|Dawn Fraser Pool & Cockatoo Island in the background.|
If I hadn't made the mistake of getting married I'd probably still own that house today. But that's another story.
Every so often I drive down the street. My old home has been in the same hands for a while now and has a second storey. It looks nice.
My point is --- when I lived in Balmain in the mid-'80s I would be woken at 6am every weekday by the siren on Cockatoo Island that signalled the start of work for the island's employees. We're talking the mid-1980s when the island was still used as a shipbuilding site. Those were the days when Australia still had industry and manufacturing.
I'm not about to go all soggy with nostalgia because these days the island has become a tourist destination and Sydney Harbour is much cleaner. So much so that bull sharks frequently swim around it on their cosmopolitan meanderings. YIKES.
The good news is this swim is in its 12 year (maybe 11th, not sure) and I've been doing it for five years. No shark sightings yet - I guess there's always a first time.
Fortunately it wasn't yesterday. The event has grown more popular in line with the exponential growth of ocean swimming. I dunno how many punters turned up yesterday but it was crowded on the boardwalk inside the confines of the baths.
The 1.1km and 2.5km swims start outside Dawny's - in the water next to the jetty. For me, that's always the scariest part - and I've mentioned numerous times about starts in the harbour.
Imagine this: several hundred pairs of legs dangling like bait for the bullies. I try to stamp it out of my mind while waiting for the bloke to pull the bloody trigger on the starter gun but it's impossible.
|Inside the traditional harbour baths.|
I was in the second wave of swimmers for the 2.5km event and started in the 'cool-ish' harbour with my swim squad mates - a bunch of competitive middle-aged codgers who don't even view me as a vague threat. I console myself with the fact that the average lifespan of the Australian female is 85 and that of men is 79.

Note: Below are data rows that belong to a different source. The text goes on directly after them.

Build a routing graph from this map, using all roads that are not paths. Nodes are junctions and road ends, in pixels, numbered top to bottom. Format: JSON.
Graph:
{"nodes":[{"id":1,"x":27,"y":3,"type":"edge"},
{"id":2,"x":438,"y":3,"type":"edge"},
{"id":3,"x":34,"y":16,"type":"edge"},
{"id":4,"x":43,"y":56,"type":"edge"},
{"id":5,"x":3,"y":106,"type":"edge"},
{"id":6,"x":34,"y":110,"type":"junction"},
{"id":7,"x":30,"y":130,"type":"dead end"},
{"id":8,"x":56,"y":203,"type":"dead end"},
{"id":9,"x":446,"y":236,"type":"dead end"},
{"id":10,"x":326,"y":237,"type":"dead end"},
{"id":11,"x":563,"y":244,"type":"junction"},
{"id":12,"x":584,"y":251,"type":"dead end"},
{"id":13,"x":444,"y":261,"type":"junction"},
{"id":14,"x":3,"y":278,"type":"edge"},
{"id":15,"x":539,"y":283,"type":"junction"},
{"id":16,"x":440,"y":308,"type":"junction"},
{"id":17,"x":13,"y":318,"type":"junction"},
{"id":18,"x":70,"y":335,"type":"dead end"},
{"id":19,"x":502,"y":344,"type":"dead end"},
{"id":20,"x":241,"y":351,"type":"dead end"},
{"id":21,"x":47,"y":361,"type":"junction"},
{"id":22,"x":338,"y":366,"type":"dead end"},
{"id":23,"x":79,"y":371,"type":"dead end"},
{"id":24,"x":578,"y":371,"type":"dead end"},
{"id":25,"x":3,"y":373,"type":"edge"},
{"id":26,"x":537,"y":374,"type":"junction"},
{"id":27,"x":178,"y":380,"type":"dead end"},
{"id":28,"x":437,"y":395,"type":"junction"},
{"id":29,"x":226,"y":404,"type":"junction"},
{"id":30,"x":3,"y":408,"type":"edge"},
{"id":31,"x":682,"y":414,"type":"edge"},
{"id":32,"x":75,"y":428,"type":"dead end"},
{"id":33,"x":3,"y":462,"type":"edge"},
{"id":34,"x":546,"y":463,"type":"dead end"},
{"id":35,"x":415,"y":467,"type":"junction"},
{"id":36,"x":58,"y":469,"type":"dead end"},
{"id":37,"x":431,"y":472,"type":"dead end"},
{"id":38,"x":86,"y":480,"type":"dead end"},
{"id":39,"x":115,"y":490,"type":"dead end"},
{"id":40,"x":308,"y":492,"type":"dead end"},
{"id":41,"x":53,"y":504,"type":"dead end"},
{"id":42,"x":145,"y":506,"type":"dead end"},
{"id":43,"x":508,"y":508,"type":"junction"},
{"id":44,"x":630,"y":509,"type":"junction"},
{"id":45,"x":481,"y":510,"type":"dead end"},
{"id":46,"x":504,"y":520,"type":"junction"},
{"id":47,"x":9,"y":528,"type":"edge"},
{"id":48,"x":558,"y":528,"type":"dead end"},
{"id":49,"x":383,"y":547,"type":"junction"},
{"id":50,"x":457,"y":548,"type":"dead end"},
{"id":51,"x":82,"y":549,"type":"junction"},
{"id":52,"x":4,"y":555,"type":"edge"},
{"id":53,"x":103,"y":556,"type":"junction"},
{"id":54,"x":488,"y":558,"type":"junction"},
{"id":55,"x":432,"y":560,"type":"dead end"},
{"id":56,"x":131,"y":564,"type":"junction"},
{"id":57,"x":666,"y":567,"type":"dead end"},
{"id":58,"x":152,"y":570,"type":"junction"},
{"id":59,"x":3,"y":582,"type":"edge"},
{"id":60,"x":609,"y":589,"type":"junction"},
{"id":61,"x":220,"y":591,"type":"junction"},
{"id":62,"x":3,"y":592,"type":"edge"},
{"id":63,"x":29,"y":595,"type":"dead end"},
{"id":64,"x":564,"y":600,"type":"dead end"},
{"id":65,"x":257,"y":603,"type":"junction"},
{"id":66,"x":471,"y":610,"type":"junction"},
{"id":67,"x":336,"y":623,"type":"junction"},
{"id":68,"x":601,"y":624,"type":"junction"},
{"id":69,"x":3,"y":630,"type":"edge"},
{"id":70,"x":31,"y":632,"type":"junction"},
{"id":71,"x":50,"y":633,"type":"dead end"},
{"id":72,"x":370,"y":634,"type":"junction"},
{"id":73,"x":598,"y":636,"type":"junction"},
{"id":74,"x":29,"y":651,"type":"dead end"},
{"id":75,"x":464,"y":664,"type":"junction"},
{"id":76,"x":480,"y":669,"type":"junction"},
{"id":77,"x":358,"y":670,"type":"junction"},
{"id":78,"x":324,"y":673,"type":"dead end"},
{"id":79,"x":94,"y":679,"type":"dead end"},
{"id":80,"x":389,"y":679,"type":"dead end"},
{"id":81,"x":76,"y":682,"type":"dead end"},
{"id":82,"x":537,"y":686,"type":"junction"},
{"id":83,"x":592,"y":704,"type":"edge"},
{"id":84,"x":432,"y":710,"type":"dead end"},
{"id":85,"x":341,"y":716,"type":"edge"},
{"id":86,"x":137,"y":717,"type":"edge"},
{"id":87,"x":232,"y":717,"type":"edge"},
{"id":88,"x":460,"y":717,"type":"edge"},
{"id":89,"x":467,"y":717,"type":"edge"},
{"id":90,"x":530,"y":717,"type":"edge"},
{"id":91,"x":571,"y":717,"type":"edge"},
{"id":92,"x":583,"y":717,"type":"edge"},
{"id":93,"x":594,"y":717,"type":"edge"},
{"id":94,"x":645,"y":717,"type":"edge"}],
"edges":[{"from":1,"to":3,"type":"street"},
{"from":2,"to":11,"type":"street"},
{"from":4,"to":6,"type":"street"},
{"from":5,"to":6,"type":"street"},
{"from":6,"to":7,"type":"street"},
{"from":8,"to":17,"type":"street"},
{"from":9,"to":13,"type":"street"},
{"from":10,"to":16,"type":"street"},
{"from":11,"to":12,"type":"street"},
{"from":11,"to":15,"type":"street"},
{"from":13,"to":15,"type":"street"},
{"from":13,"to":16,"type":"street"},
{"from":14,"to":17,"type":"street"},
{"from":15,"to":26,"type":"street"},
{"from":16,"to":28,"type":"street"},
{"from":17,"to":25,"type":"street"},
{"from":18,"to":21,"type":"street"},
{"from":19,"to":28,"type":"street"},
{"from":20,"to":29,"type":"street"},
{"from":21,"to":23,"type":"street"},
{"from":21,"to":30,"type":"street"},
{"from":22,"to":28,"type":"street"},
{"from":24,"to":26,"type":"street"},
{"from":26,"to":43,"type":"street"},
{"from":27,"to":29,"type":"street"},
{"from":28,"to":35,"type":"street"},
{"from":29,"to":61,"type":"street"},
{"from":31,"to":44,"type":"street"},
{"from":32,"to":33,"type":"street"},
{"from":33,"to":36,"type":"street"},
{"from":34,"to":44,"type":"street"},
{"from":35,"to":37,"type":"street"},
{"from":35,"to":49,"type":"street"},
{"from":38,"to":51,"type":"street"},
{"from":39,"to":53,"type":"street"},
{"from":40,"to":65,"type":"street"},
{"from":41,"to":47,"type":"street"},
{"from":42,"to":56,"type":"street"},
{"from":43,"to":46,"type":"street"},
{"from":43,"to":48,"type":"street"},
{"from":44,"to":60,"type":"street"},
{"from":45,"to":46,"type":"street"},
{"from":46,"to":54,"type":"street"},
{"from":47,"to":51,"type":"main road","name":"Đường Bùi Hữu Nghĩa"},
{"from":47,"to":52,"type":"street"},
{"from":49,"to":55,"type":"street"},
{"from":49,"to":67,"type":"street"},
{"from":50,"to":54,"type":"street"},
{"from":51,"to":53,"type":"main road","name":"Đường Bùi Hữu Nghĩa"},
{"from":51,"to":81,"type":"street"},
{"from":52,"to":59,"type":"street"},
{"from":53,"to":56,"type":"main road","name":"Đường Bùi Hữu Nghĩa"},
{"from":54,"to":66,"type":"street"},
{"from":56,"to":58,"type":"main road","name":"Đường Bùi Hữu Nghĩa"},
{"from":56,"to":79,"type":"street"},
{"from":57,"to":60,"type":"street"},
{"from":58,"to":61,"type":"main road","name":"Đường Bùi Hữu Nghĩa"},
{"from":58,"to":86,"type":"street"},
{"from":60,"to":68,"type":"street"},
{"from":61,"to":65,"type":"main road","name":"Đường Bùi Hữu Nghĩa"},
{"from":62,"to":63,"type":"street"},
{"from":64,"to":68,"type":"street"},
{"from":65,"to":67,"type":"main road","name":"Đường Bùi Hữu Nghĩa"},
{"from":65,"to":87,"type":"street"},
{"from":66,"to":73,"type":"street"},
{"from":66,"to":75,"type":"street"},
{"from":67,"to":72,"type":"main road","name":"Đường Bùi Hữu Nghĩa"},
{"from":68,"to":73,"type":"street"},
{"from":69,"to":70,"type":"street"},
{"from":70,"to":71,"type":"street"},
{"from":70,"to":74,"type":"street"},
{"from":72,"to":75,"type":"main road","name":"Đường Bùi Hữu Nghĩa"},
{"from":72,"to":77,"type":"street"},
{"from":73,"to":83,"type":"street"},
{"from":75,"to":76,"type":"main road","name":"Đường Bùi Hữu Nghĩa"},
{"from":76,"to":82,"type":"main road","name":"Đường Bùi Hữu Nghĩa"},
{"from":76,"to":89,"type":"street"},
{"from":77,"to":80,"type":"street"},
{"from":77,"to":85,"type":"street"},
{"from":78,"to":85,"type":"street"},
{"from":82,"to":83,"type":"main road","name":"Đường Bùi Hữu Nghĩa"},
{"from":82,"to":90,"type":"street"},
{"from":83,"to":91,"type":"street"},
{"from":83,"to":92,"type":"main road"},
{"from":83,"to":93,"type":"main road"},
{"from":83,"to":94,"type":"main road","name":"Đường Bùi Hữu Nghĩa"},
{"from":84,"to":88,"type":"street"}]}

The event started on pretty much on time and I think we got away at 9.11am. The swim starts early because of ferry and other boat movements on the harbour.
I enjoyed the swim but still found it hard. It takes a while to get to the island - the idea is to focus on the crane on the far right-hand corner. We then swam by the side of the island and then anti-clockwise around the back.
People camping in the permanent tents on the island snapped photos of us. It must have been a pleasant surprise to wake up to all these bloody eejits racing around the island in assorted coloured caps.
I always feel like Cockatoo Island is more square than rectangular because the sides appear to be really long. Visibility is poor in the opaque greenish water. For about half the swim we were striking our way through jelly blubbers. This happens every year. There must be thousands in the harbour.
Getting back in to the jetty was easier this year as the sun was behind a cloud and we didn't have to deal with the glare.
I don't know what my time was - I always forget to look. When I got out, after accepting a helping hand, I forgot that I had to walk up the jetty to get my time because Dawny's is one of the few swims left in Sydney that times the race manually. Because I stood and admired the view for a minute I will probably end up with a slower time!
My Daughters Missy Hissy and Precious Princess did the swim, too. PP's boyfriend did the 1.1km swim wearing boardshorts.
|Hiss, Princess, The Boyfriend.|
I told him that to be a bona fide ocean swimmer it's budgie smugglers or nothing!
PS: The Hiss came third in her age group and won a pair of swim goggles.
Value for money: It costs $35 to enter the swim online and $45 on the day. Afterwards, competitors can gorge themselves on fruit donated by Harris Farm. I'm talking delicious watermelon, rockmelon, apples, red grapes and oranges. If that's not enough, competitors also get ticket that gets them a free brekky comprising bread roll, bacon, egg, sausage and tomato - avec barbecue or tomato sauce.
Score out of 10: 8
Any gripes? Electronic timing devices and touch mats are the way to go; after the swim it takes ages before the prize winners for each age group are announced - it's because it's all done manually!